Apart from being chairman of the Invitation Committee of the Shanghai International Film Festival, Kan has been national director of Miss Universe China since 2011.

She is aware than many see beauty pageants as a very dated concept but says it attracts big audiences around the world.

"There is a negative view of them in China, too. I don't think it is something we necessarily have to overcome. The fact of the matter is that there are good and bad teachers, good and bad contestants and good and bad beauty pageants," she says.

Last year's contest, which resulted in 24-year-old Beijing-based photographer and model Hu Yanliang eventually taking the title after the original winner resigned, was the subject of a six-part documentary Finding Miss China which in itself was a major hit with audiences.

"The reason why I got involved was that the organizers felt that a very big country like China should not have such bad contestants and should have people who prepared them better.

"Everyone does it differently in my case, the final is a charity event and we make a huge amount of money for Operation Smile (which helps children with cleft palates)."

Kan remains impressed by the huge transformation in her own country and puts a lot of this down to the strength of leadership in the Chinese government.

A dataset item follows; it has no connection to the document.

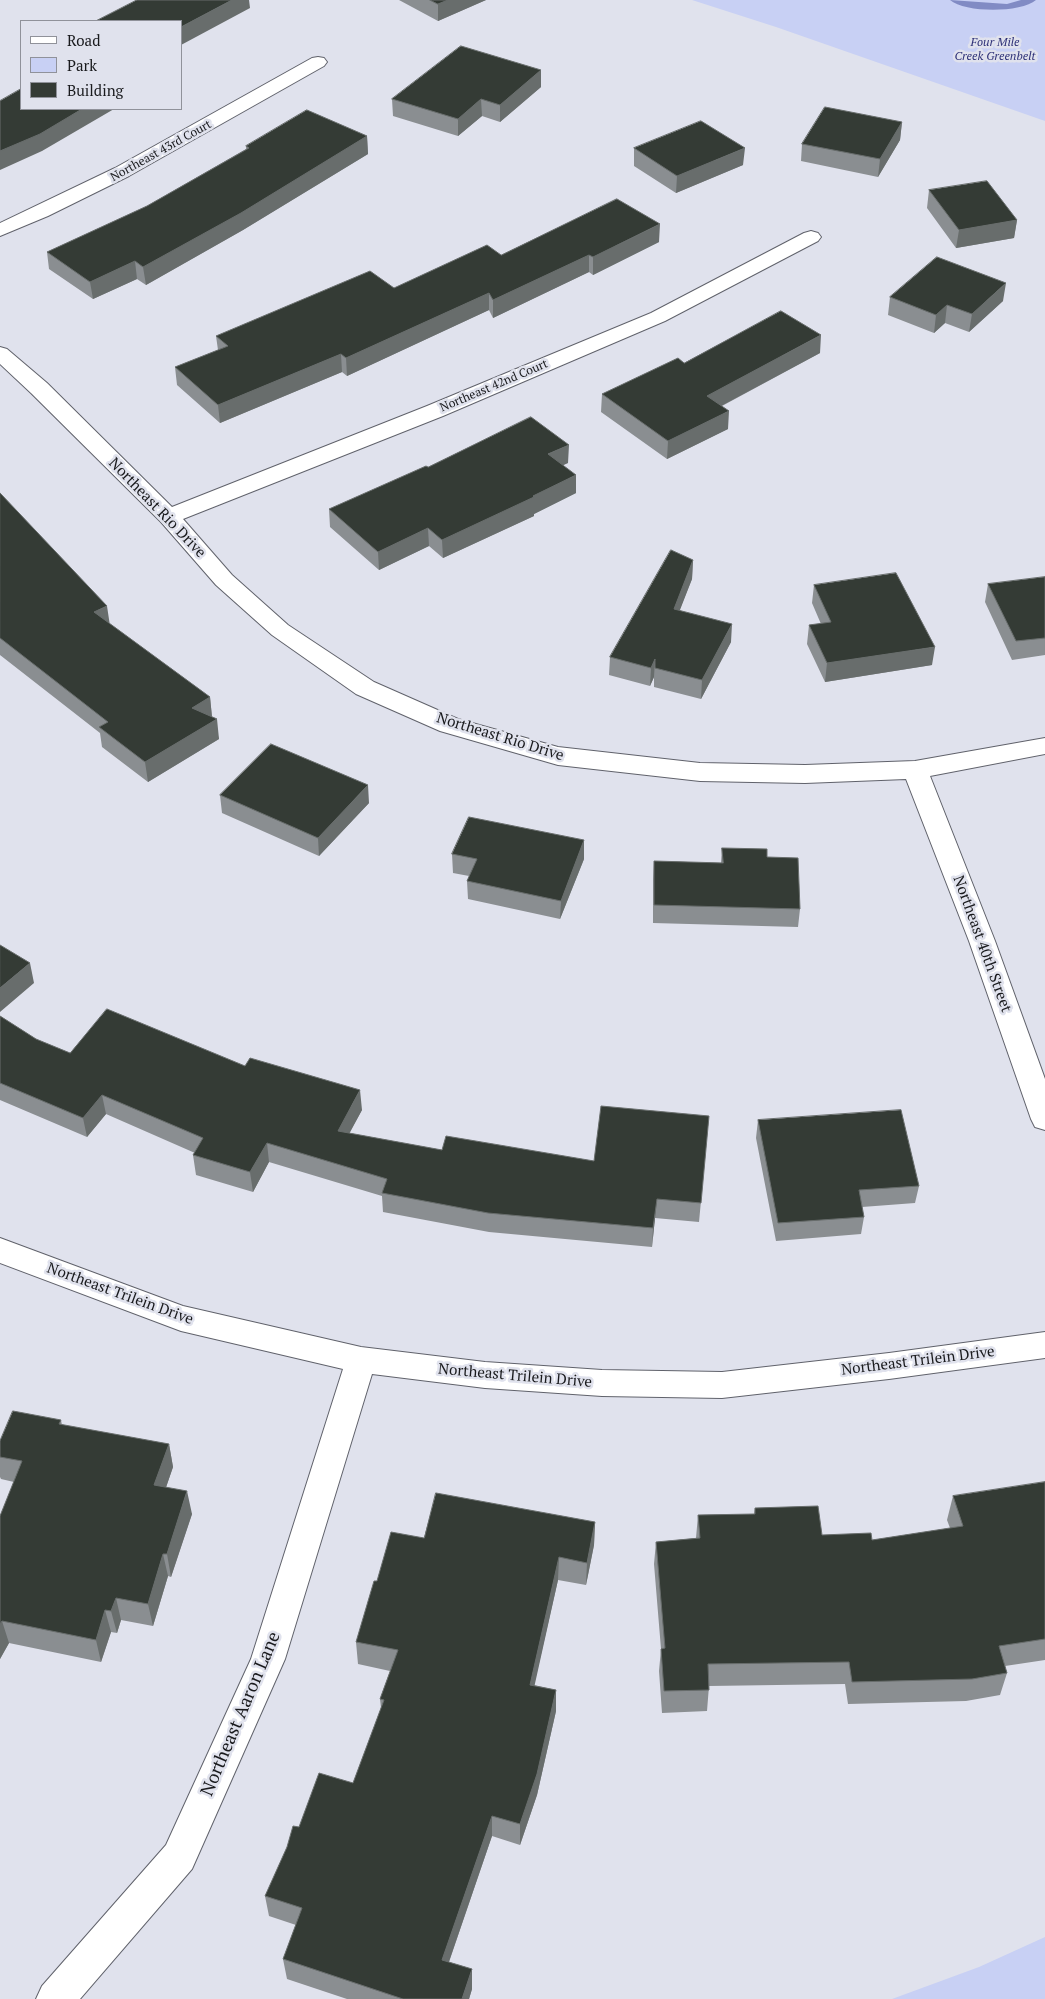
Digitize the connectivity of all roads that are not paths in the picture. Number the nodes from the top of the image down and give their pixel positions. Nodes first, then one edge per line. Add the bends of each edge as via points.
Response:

"There is no comparison with the United States. Someone like Xi Jinping has run cities and provinces just to be on the politburo itself, never mind president. Just look at the rain and storms he has had to go though. Someone like Obama has never run a city and never even run a company."

She believes China's transformation over the past 30 years is a phenomenon greater than the rise of the US in the 19th century.

"It has never happened before. It is vibrant, extraordinary and just an explosion of commerce. Because of the Internet and the way that it facilitates business, it is all gigantically faster."